GOAL OF THE EXERCISE:
Copy out the data word for word, without any of its pictures.

── DATA FOR PROCESSING

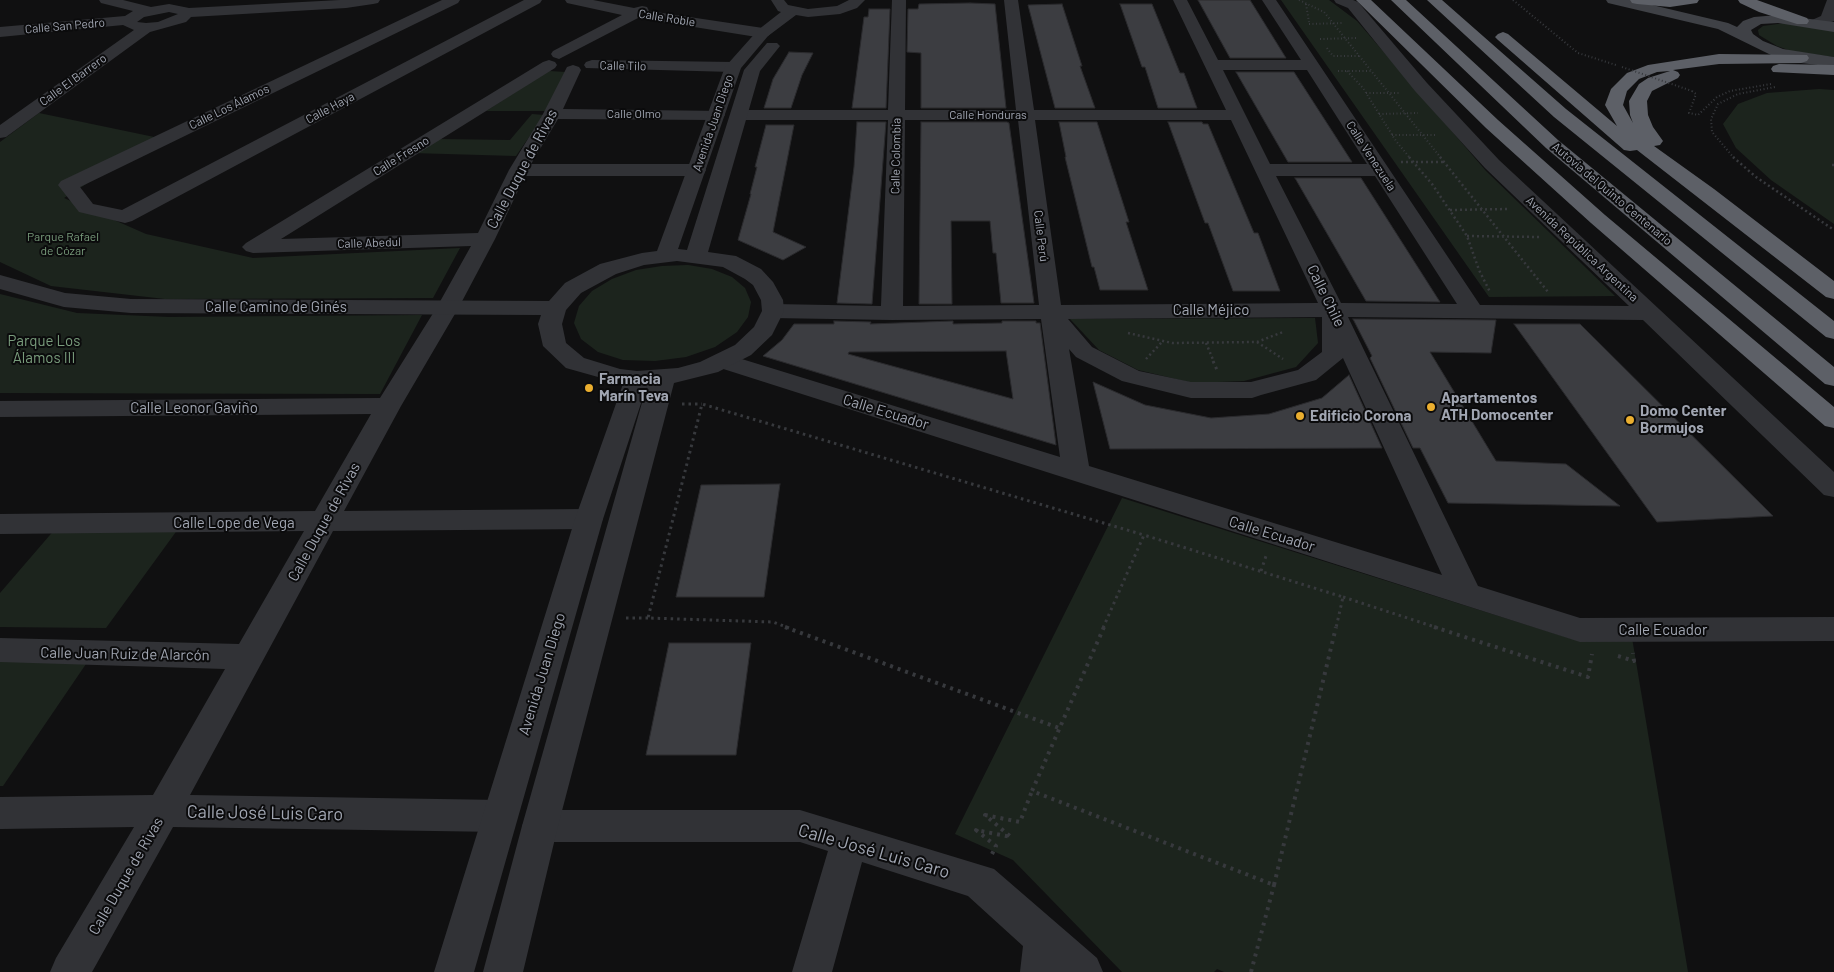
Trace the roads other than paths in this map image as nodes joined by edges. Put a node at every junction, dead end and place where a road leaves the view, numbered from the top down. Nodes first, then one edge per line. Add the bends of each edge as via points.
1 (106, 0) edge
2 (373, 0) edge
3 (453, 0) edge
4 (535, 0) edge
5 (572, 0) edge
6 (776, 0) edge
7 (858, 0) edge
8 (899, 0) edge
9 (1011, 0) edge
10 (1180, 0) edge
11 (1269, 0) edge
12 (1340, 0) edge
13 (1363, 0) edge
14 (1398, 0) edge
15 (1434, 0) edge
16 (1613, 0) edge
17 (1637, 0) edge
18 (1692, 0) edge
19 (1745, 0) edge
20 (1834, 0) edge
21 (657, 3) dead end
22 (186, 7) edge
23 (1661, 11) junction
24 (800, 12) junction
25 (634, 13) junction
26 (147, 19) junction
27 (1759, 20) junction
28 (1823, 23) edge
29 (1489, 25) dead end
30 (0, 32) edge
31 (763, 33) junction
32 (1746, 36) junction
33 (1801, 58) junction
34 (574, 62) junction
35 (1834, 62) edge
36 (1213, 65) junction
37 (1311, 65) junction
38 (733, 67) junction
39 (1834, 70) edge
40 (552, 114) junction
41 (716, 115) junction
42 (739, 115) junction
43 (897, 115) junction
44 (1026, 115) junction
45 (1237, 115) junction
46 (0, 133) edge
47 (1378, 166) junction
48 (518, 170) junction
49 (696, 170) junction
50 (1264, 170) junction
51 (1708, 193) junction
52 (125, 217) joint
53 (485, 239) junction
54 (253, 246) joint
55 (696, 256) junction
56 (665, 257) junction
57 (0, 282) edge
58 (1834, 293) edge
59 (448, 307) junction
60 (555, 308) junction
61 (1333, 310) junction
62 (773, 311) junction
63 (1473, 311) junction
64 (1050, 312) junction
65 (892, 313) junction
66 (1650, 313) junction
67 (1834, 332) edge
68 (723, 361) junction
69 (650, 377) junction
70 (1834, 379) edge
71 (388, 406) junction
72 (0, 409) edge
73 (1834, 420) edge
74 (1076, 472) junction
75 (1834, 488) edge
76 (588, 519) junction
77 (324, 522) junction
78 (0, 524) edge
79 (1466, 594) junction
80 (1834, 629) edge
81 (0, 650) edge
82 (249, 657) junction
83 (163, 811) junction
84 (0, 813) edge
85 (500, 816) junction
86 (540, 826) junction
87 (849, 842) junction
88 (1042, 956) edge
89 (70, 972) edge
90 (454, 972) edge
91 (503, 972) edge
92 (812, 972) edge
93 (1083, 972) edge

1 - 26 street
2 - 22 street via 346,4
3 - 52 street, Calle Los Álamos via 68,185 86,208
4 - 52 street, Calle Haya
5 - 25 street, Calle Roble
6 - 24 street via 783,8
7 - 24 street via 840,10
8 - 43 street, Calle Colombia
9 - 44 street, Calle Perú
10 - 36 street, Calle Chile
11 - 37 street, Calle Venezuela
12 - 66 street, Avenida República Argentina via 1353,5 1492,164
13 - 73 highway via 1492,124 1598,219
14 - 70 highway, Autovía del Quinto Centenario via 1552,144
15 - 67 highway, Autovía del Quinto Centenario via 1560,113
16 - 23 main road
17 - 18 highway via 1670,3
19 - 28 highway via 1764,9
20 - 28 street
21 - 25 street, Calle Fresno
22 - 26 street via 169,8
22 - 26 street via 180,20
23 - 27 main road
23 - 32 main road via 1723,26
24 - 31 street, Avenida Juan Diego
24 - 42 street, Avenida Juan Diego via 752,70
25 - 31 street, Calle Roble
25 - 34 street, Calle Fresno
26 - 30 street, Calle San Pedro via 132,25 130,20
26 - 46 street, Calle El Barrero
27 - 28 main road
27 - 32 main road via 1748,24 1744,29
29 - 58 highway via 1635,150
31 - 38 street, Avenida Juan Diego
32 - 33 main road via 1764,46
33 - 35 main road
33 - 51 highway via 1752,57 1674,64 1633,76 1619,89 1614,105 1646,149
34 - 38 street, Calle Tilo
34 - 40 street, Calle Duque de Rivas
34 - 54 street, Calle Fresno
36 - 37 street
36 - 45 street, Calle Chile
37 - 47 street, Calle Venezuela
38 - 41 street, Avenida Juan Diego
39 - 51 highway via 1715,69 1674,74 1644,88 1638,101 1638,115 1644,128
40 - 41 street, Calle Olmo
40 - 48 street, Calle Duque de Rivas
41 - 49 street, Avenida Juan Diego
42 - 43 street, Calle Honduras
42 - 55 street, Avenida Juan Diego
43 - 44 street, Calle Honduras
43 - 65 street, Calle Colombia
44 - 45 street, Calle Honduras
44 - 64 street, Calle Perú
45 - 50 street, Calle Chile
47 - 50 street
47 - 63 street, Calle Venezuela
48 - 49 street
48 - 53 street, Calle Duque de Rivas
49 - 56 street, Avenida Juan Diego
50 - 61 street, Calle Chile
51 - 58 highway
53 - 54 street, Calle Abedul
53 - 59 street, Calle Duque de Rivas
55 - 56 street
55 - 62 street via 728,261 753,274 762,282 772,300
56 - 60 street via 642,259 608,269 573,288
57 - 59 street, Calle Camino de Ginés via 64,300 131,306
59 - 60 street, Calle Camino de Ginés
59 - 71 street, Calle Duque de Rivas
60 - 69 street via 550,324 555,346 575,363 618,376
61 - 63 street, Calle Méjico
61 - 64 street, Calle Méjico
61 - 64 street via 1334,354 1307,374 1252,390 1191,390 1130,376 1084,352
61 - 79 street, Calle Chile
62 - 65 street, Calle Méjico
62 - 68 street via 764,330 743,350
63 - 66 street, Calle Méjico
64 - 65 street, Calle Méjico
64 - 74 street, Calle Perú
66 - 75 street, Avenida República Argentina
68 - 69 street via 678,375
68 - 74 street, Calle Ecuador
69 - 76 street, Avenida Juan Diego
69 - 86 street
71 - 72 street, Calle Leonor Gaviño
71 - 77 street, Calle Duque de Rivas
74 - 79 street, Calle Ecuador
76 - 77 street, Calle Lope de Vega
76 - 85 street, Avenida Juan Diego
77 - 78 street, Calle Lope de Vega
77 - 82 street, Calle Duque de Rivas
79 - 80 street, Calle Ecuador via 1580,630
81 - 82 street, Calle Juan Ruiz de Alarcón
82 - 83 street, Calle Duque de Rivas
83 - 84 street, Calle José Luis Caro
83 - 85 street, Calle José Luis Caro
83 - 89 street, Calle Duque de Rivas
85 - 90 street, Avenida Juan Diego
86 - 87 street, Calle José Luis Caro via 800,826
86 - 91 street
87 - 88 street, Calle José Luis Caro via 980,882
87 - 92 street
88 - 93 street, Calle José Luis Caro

────

FINISHED TASK:
Trace the roads other than paths in this map image as nodes joined by edges. Put a node at every junction, dead end and place where a road leaves the view, numbered from the top down. Nodes first, then one edge per line. Add the bends of each edge as via points.
1 (106, 0) edge
2 (373, 0) edge
3 (453, 0) edge
4 (535, 0) edge
5 (572, 0) edge
6 (776, 0) edge
7 (858, 0) edge
8 (899, 0) edge
9 (1011, 0) edge
10 (1180, 0) edge
11 (1269, 0) edge
12 (1340, 0) edge
13 (1363, 0) edge
14 (1398, 0) edge
15 (1434, 0) edge
16 (1613, 0) edge
17 (1637, 0) edge
18 (1692, 0) edge
19 (1745, 0) edge
20 (1834, 0) edge
21 (657, 3) dead end
22 (186, 7) edge
23 (1661, 11) junction
24 (800, 12) junction
25 (634, 13) junction
26 (147, 19) junction
27 (1759, 20) junction
28 (1823, 23) edge
29 (1489, 25) dead end
30 (0, 32) edge
31 (763, 33) junction
32 (1746, 36) junction
33 (1801, 58) junction
34 (574, 62) junction
35 (1834, 62) edge
36 (1213, 65) junction
37 (1311, 65) junction
38 (733, 67) junction
39 (1834, 70) edge
40 (552, 114) junction
41 (716, 115) junction
42 (739, 115) junction
43 (897, 115) junction
44 (1026, 115) junction
45 (1237, 115) junction
46 (0, 133) edge
47 (1378, 166) junction
48 (518, 170) junction
49 (696, 170) junction
50 (1264, 170) junction
51 (1708, 193) junction
52 (125, 217) joint
53 (485, 239) junction
54 (253, 246) joint
55 (696, 256) junction
56 (665, 257) junction
57 (0, 282) edge
58 (1834, 293) edge
59 (448, 307) junction
60 (555, 308) junction
61 (1333, 310) junction
62 (773, 311) junction
63 (1473, 311) junction
64 (1050, 312) junction
65 (892, 313) junction
66 (1650, 313) junction
67 (1834, 332) edge
68 (723, 361) junction
69 (650, 377) junction
70 (1834, 379) edge
71 (388, 406) junction
72 (0, 409) edge
73 (1834, 420) edge
74 (1076, 472) junction
75 (1834, 488) edge
76 (588, 519) junction
77 (324, 522) junction
78 (0, 524) edge
79 (1466, 594) junction
80 (1834, 629) edge
81 (0, 650) edge
82 (249, 657) junction
83 (163, 811) junction
84 (0, 813) edge
85 (500, 816) junction
86 (540, 826) junction
87 (849, 842) junction
88 (1042, 956) edge
89 (70, 972) edge
90 (454, 972) edge
91 (503, 972) edge
92 (812, 972) edge
93 (1083, 972) edge

1 - 26 street
2 - 22 street via 346,4
3 - 52 street, Calle Los Álamos via 68,185 86,208
4 - 52 street, Calle Haya
5 - 25 street, Calle Roble
6 - 24 street via 783,8
7 - 24 street via 840,10
8 - 43 street, Calle Colombia
9 - 44 street, Calle Perú
10 - 36 street, Calle Chile
11 - 37 street, Calle Venezuela
12 - 66 street, Avenida República Argentina via 1353,5 1492,164
13 - 73 highway via 1492,124 1598,219
14 - 70 highway, Autovía del Quinto Centenario via 1552,144
15 - 67 highway, Autovía del Quinto Centenario via 1560,113
16 - 23 main road
17 - 18 highway via 1670,3
19 - 28 highway via 1764,9
20 - 28 street
21 - 25 street, Calle Fresno
22 - 26 street via 169,8
22 - 26 street via 180,20
23 - 27 main road
23 - 32 main road via 1723,26
24 - 31 street, Avenida Juan Diego
24 - 42 street, Avenida Juan Diego via 752,70
25 - 31 street, Calle Roble
25 - 34 street, Calle Fresno
26 - 30 street, Calle San Pedro via 132,25 130,20
26 - 46 street, Calle El Barrero
27 - 28 main road
27 - 32 main road via 1748,24 1744,29
29 - 58 highway via 1635,150
31 - 38 street, Avenida Juan Diego
32 - 33 main road via 1764,46
33 - 35 main road
33 - 51 highway via 1752,57 1674,64 1633,76 1619,89 1614,105 1646,149
34 - 38 street, Calle Tilo
34 - 40 street, Calle Duque de Rivas
34 - 54 street, Calle Fresno
36 - 37 street
36 - 45 street, Calle Chile
37 - 47 street, Calle Venezuela
38 - 41 street, Avenida Juan Diego
39 - 51 highway via 1715,69 1674,74 1644,88 1638,101 1638,115 1644,128
40 - 41 street, Calle Olmo
40 - 48 street, Calle Duque de Rivas
41 - 49 street, Avenida Juan Diego
42 - 43 street, Calle Honduras
42 - 55 street, Avenida Juan Diego
43 - 44 street, Calle Honduras
43 - 65 street, Calle Colombia
44 - 45 street, Calle Honduras
44 - 64 street, Calle Perú
45 - 50 street, Calle Chile
47 - 50 street
47 - 63 street, Calle Venezuela
48 - 49 street
48 - 53 street, Calle Duque de Rivas
49 - 56 street, Avenida Juan Diego
50 - 61 street, Calle Chile
51 - 58 highway
53 - 54 street, Calle Abedul
53 - 59 street, Calle Duque de Rivas
55 - 56 street
55 - 62 street via 728,261 753,274 762,282 772,300
56 - 60 street via 642,259 608,269 573,288
57 - 59 street, Calle Camino de Ginés via 64,300 131,306
59 - 60 street, Calle Camino de Ginés
59 - 71 street, Calle Duque de Rivas
60 - 69 street via 550,324 555,346 575,363 618,376
61 - 63 street, Calle Méjico
61 - 64 street, Calle Méjico
61 - 64 street via 1334,354 1307,374 1252,390 1191,390 1130,376 1084,352
61 - 79 street, Calle Chile
62 - 65 street, Calle Méjico
62 - 68 street via 764,330 743,350
63 - 66 street, Calle Méjico
64 - 65 street, Calle Méjico
64 - 74 street, Calle Perú
66 - 75 street, Avenida República Argentina
68 - 69 street via 678,375
68 - 74 street, Calle Ecuador
69 - 76 street, Avenida Juan Diego
69 - 86 street
71 - 72 street, Calle Leonor Gaviño
71 - 77 street, Calle Duque de Rivas
74 - 79 street, Calle Ecuador
76 - 77 street, Calle Lope de Vega
76 - 85 street, Avenida Juan Diego
77 - 78 street, Calle Lope de Vega
77 - 82 street, Calle Duque de Rivas
79 - 80 street, Calle Ecuador via 1580,630
81 - 82 street, Calle Juan Ruiz de Alarcón
82 - 83 street, Calle Duque de Rivas
83 - 84 street, Calle José Luis Caro
83 - 85 street, Calle José Luis Caro
83 - 89 street, Calle Duque de Rivas
85 - 90 street, Avenida Juan Diego
86 - 87 street, Calle José Luis Caro via 800,826
86 - 91 street
87 - 88 street, Calle José Luis Caro via 980,882
87 - 92 street
88 - 93 street, Calle José Luis Caro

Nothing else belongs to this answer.